**WORK ITEM**
Every line of the records below that holds the word "nodes" should be copied out.

**PROVIDED RECORDS**
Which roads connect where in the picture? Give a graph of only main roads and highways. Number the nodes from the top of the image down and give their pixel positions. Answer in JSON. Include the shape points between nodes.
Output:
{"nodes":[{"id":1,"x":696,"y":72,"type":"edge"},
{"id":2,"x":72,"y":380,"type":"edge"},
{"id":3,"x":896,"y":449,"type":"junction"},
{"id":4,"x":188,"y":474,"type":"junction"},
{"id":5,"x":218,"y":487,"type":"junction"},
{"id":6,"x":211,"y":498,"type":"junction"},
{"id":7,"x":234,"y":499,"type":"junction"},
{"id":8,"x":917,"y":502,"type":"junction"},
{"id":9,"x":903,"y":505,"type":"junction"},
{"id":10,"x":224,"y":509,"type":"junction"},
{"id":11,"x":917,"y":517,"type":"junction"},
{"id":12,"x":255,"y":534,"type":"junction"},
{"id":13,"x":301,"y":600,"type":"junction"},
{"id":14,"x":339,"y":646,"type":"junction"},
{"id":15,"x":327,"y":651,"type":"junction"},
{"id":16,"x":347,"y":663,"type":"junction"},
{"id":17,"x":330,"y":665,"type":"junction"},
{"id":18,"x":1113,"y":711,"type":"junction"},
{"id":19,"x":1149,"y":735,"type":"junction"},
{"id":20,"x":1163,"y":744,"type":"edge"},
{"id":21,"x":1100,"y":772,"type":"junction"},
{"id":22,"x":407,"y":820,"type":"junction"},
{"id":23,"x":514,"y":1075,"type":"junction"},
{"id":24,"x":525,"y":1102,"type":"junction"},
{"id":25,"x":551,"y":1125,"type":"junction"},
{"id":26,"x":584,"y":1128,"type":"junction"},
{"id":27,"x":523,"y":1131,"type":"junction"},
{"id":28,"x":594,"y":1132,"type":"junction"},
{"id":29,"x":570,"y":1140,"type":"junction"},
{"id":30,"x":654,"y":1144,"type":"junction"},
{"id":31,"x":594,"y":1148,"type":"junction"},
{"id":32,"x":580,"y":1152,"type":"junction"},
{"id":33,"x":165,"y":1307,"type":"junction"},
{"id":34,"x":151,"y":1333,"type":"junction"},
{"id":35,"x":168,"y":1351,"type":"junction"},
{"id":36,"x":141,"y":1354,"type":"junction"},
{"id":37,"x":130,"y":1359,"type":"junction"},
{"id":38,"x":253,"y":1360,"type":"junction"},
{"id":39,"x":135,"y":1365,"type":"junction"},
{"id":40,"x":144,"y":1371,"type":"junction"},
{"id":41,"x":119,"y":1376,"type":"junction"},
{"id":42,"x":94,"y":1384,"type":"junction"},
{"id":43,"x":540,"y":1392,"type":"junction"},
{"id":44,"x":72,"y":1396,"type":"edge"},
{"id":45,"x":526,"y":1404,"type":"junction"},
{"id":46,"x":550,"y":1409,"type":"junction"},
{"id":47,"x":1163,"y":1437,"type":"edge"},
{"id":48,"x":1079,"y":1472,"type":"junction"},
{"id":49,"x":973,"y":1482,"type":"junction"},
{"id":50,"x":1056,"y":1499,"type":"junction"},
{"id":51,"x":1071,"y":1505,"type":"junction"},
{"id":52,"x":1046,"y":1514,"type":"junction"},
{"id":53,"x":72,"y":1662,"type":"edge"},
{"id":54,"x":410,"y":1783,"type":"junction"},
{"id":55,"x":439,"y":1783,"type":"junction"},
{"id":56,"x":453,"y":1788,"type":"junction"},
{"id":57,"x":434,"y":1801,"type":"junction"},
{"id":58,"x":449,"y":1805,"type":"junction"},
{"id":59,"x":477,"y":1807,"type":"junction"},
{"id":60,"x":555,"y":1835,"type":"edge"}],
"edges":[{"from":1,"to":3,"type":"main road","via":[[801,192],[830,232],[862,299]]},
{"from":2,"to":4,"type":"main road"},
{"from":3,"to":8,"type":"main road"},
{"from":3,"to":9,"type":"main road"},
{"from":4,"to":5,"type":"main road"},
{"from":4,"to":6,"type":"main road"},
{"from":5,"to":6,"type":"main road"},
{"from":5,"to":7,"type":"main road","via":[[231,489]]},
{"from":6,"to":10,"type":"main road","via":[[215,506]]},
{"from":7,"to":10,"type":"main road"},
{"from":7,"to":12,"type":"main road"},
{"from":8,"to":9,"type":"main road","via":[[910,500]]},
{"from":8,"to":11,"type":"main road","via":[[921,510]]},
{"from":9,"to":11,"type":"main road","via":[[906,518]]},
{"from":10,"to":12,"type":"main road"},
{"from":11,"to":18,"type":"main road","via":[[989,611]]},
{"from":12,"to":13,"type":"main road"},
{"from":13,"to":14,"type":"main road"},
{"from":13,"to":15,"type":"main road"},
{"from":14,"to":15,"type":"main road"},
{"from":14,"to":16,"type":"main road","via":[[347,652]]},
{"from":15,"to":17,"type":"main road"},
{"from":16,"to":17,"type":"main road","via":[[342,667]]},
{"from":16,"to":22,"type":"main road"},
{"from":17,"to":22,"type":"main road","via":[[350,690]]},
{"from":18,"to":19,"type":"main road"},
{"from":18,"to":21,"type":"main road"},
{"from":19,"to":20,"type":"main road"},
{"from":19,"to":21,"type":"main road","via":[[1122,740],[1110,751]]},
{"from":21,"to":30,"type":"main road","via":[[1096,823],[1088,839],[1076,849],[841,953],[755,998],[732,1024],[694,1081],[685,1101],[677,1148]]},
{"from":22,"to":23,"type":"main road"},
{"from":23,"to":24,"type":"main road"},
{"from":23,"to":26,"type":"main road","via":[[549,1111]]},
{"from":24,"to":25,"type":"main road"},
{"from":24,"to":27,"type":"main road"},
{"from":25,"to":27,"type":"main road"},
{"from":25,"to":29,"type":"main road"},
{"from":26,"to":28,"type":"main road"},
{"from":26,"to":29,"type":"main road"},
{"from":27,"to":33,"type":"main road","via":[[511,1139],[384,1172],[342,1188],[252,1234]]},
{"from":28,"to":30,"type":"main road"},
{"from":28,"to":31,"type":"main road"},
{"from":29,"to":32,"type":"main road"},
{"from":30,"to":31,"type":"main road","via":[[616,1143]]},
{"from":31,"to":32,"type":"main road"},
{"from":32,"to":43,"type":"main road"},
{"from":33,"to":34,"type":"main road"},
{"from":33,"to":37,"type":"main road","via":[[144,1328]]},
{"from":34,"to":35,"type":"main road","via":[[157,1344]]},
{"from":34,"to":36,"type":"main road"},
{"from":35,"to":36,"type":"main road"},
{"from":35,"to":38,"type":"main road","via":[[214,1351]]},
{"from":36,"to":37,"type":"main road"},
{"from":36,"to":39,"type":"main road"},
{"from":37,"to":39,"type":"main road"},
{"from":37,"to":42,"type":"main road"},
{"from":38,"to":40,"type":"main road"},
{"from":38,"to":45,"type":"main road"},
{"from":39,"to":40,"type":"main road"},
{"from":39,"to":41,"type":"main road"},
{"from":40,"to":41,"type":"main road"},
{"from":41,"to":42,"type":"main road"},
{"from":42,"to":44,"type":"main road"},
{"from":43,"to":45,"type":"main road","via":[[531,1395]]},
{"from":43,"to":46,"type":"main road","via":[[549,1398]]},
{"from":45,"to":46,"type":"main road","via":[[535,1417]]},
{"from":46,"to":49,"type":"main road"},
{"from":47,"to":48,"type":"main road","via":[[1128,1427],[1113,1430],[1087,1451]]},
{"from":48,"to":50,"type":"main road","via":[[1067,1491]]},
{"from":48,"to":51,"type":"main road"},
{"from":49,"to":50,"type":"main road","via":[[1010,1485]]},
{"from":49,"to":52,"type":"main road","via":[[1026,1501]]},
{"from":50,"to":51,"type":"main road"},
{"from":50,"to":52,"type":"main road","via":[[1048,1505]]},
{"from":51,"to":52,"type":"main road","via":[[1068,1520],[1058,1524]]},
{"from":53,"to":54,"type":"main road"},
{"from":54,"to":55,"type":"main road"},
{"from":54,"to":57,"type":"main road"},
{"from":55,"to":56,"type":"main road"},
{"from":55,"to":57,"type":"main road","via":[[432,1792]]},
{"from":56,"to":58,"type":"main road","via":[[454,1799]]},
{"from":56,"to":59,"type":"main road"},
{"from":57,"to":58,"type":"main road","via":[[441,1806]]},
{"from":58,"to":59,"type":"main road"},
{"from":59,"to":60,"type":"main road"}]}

**RESULT OF THE EXERCISE**
Which roads connect where in the picture? Give a graph of only main roads and highways. Number the nodes from the top of the image down and give their pixel positions. Answer in JSON. Include the shape points between nodes.
{"nodes":[{"id":1,"x":696,"y":72,"type":"edge"},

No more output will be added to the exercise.